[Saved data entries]
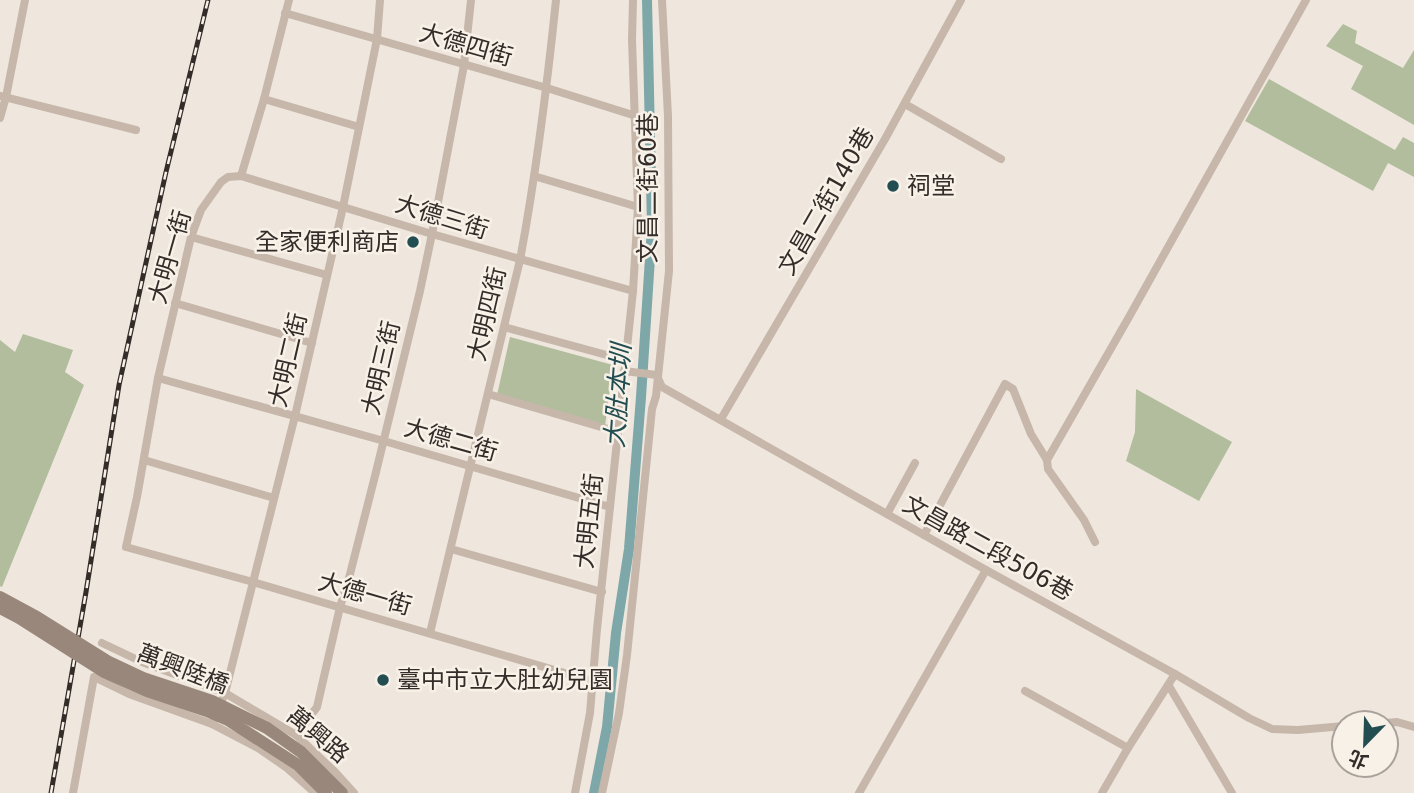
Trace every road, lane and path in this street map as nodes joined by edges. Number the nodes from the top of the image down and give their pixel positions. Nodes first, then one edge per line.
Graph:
1 (25, 0) edge
2 (289, 0) edge
3 (380, 0) edge
4 (471, 0) edge
5 (556, 0) edge
6 (633, 0) edge
7 (662, 0) edge
8 (961, 0) edge
9 (1306, 0) edge
10 (285, 13) junction
11 (377, 39) junction
12 (464, 65) junction
13 (547, 88) junction
14 (3, 97) edge
15 (264, 99) junction
16 (905, 104) junction
17 (636, 116) junction
18 (0, 118) edge
19 (359, 127) junction
20 (136, 130) dead end
21 (1001, 159) dead end
22 (241, 176) junction
23 (534, 176) junction
24 (343, 207) junction
25 (638, 207) junction
26 (432, 234) junction
27 (191, 237) junction
28 (520, 260) junction
29 (327, 275) junction
30 (633, 291) junction
31 (176, 303) junction
32 (504, 327) junction
33 (312, 343) junction
34 (625, 360) junction
35 (624, 371) junction
36 (657, 375) junction
37 (158, 379) junction
38 (488, 394) junction
39 (295, 416) junction
40 (721, 419) junction
41 (618, 432) junction
42 (384, 441) junction
43 (144, 460) junction
44 (1047, 460) junction
45 (915, 463) dead end
46 (470, 466) junction
47 (274, 498) junction
48 (610, 507) junction
49 (887, 514) junction
50 (924, 535) junction
51 (1095, 542) dead end
52 (126, 547) joint
53 (451, 549) junction
54 (986, 570) junction
55 (253, 582) junction
56 (602, 592) junction
57 (0, 597) edge
58 (340, 607) junction
59 (0, 608) edge
60 (430, 633) junction
61 (102, 643) dead end
62 (142, 663) junction
63 (1175, 674) junction
64 (592, 681) junction
65 (1169, 686) junction
66 (1025, 691) dead end
67 (225, 693) junction
68 (129, 694) junction
69 (212, 724) junction
70 (1330, 727) edge
71 (296, 735) junction
72 (1128, 748) junction
73 (73, 793) edge
74 (316, 793) edge
75 (326, 793) edge
76 (342, 793) edge
77 (354, 793) edge
78 (575, 793) edge
79 (602, 793) edge
80 (859, 793) edge
81 (1102, 793) edge
82 (1232, 793) edge

1 - 14 street
2 - 10 street
3 - 11 street, 大明二街
4 - 12 street, 大明三街
5 - 13 street, 大明四街
6 - 17 street, 大明五街
7 - 36 street, 文昌二街60巷
8 - 16 street, 文昌二街140巷
9 - 44 street
10 - 11 street, 大德四街
10 - 15 street
11 - 12 street, 大德四街
11 - 19 street, 大明二街
12 - 13 street, 大德四街
12 - 26 street, 大明三街
13 - 17 street, 大德四街
13 - 23 street, 大明四街
14 - 18 street
14 - 20 street
15 - 19 street
15 - 22 street
16 - 21 street
16 - 40 street, 文昌二街140巷
17 - 25 street, 大明五街
19 - 24 street, 大明二街
22 - 24 street, 大德三街
22 - 27 street, 大明一街
23 - 25 street
23 - 28 street, 大明四街
24 - 26 street, 大德三街
24 - 29 street, 大明二街
25 - 30 street, 大明五街
26 - 28 street, 大德三街
26 - 42 street, 大明三街
27 - 29 street
27 - 31 street, 大明一街
28 - 30 street, 大德三街
28 - 32 street, 大明四街
29 - 33 street, 大明二街
30 - 34 street, 大明五街
31 - 33 street
31 - 37 street, 大明一街
32 - 34 street
32 - 38 street, 大明四街
33 - 39 street, 大明二街
34 - 35 street, 大明五街
35 - 36 street
35 - 41 street, 大明五街
36 - 40 street, 文昌路二段506巷
36 - 79 street, 文昌二街60巷
37 - 39 street, 大德二街
37 - 43 street, 大明一街
38 - 41 street
38 - 46 street, 大明四街
39 - 42 street, 大德二街
39 - 47 street, 大明二街
40 - 49 street, 文昌路二段506巷
41 - 48 street, 大明五街
42 - 46 street, 大德二街
42 - 58 street, 大明三街
43 - 47 street
43 - 52 street, 大明一街
44 - 50 street
44 - 51 street
45 - 49 street
46 - 48 street, 大德二街
46 - 53 street, 大明四街
47 - 55 street, 大明二街
48 - 56 street, 大明五街
49 - 50 street, 文昌路二段506巷
50 - 54 street, 文昌路二段506巷
52 - 55 street, 大德一街
53 - 56 street
53 - 60 street, 大明四街
54 - 63 street, 文昌路二段506巷
54 - 80 street
55 - 58 street, 大德一街
55 - 67 street, 大明二街
56 - 64 street, 大明五街
57 - 76 street, 萬興陸橋, bridge
58 - 60 street, 大德一街
58 - 71 street, 大明三街
59 - 75 street, 萬興陸橋, bridge
60 - 64 street, 大德一街
61 - 62 street, 萬興路
62 - 67 street, 萬興路
62 - 68 street
63 - 65 street
63 - 70 street, 文昌路二段506巷
64 - 78 street, 大明五街
65 - 72 street
65 - 82 street
66 - 72 street
67 - 69 street, 大明二街
67 - 71 street, 萬興路
68 - 69 street, 萬興路
68 - 73 street, 萬興路
69 - 74 street, 萬興路
71 - 77 street, 萬興路
72 - 81 street

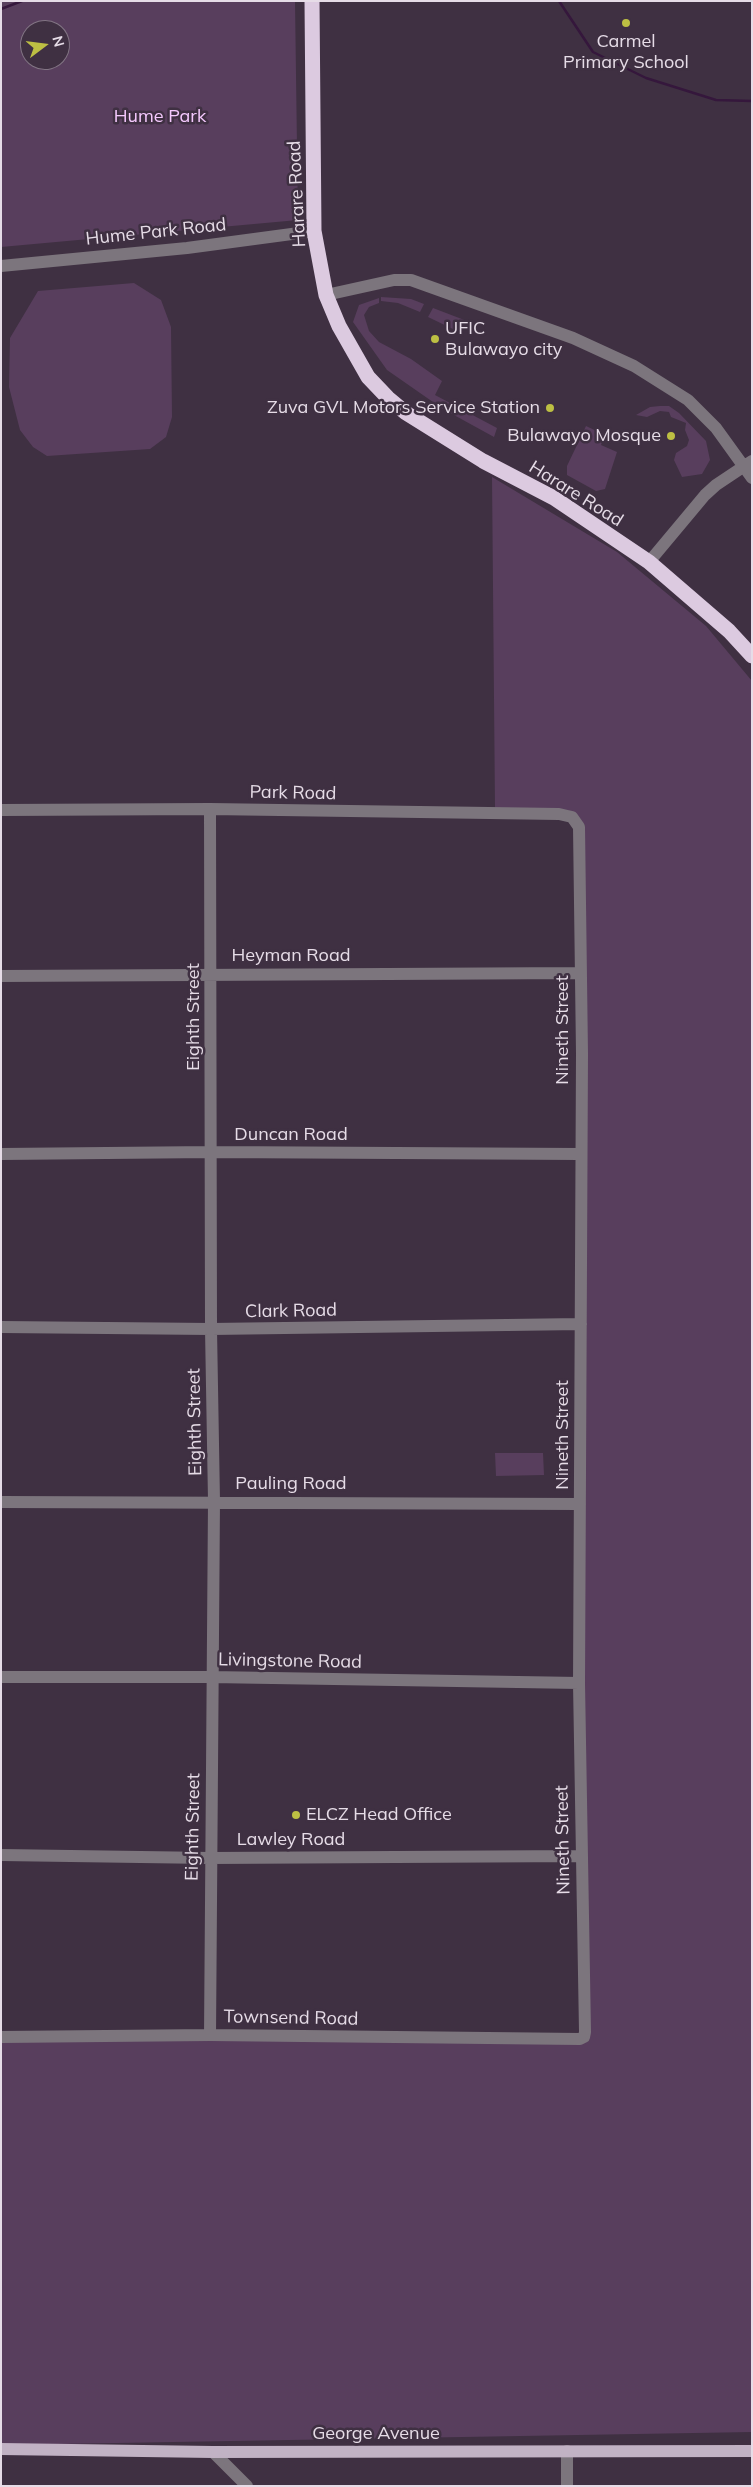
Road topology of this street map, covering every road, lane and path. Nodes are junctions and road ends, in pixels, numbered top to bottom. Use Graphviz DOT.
graph roads {
  1 [pos="312,1"];
  2 [pos="314,231"];
  3 [pos="1,266"];
  4 [pos="326,295"];
  5 [pos="747,463"];
  6 [pos="752,478"];
  7 [pos="649,562"];
  8 [pos="752,656"];
  9 [pos="210,809"];
  10 [pos="1,810"];
  11 [pos="579,827"];
  12 [pos="580,973"];
  13 [pos="211,974"];
  14 [pos="1,976"];
  15 [pos="212,1152"];
  16 [pos="1,1154"];
  17 [pos="580,1154"];
  18 [pos="581,1324"];
  19 [pos="1,1327"];
  20 [pos="211,1329"];
  21 [pos="214,1501"];
  22 [pos="1,1502"];
  23 [pos="580,1504"];
  24 [pos="211,1676"];
  25 [pos="1,1677"];
  26 [pos="579,1683"];
  27 [pos="1,1855"];
  28 [pos="581,1856"];
  29 [pos="210,1858"];
  30 [pos="210,2035"];
  31 [pos="1,2037"];
  32 [pos="580,2038"];
  33 [pos="1,2449"];
  34 [pos="567,2450"];
  35 [pos="752,2451"];
  36 [pos="213,2452"];
  37 [pos="248,2486"];
  38 [pos="567,2486"];
  1 -- 2 [label="highway, Harare Road"];
  2 -- 3 [label="street, Hume Park Road"];
  2 -- 4 [label="highway, Harare Road"];
  4 -- 5 [label="street"];
  4 -- 7 [label="highway, Harare Road"];
  5 -- 6 [label="street"];
  5 -- 7 [label="street"];
  7 -- 8 [label="highway, Harare Road"];
  9 -- 10 [label="street, Park Road"];
  9 -- 11 [label="street, Park Road"];
  9 -- 13 [label="street, Eighth Street"];
  11 -- 12 [label="street, Nineth Street"];
  12 -- 13 [label="street, Heyman Road"];
  12 -- 17 [label="street, Nineth Street"];
  13 -- 14 [label="street, Heyman Road"];
  13 -- 15 [label="street, Eighth Street"];
  15 -- 16 [label="street, Duncan Road"];
  15 -- 17 [label="street, Duncan Road"];
  15 -- 20 [label="street, Eighth Street"];
  17 -- 18 [label="street, Nineth Street"];
  18 -- 20 [label="street, Clark Road"];
  18 -- 23 [label="street, Nineth Street"];
  19 -- 20 [label="street, Clark Road"];
  20 -- 21 [label="street, Eighth Street"];
  21 -- 22 [label="street, Pauling Road"];
  21 -- 23 [label="street, Pauling Road"];
  21 -- 24 [label="street, Eighth Street"];
  23 -- 26 [label="street, Nineth Street"];
  24 -- 25 [label="street, Livingstone Road"];
  24 -- 26 [label="street, Livingstone Road"];
  24 -- 29 [label="street, Eighth Street"];
  26 -- 28 [label="street, Nineth Street"];
  27 -- 29 [label="street, Lawley Road"];
  28 -- 29 [label="street, Lawley Road"];
  28 -- 32 [label="street, Nineth Street"];
  29 -- 30 [label="street, Eighth Street"];
  30 -- 31 [label="street, Townsend Road"];
  30 -- 32 [label="street, Townsend Road"];
  33 -- 36 [label="main road, George Avenue"];
  34 -- 35 [label="main road, George Avenue"];
  34 -- 36 [label="main road, George Avenue"];
  34 -- 38 [label="street"];
  36 -- 37 [label="street"];
}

• [Aim of the task] The lines you return should be those above that contain the word "this", every one of them.

• [Output of the task]
Trace every road, lane and path in this street map as nodes joined by edges. Number the nodes from the top of the image down and give their pixel positions. Nodes first, then one edge per line.
Road topology of this street map, covering every road, lane and path. Nodes are junctions and road ends, in pixels, numbered top to bottom. Use Graphviz DOT.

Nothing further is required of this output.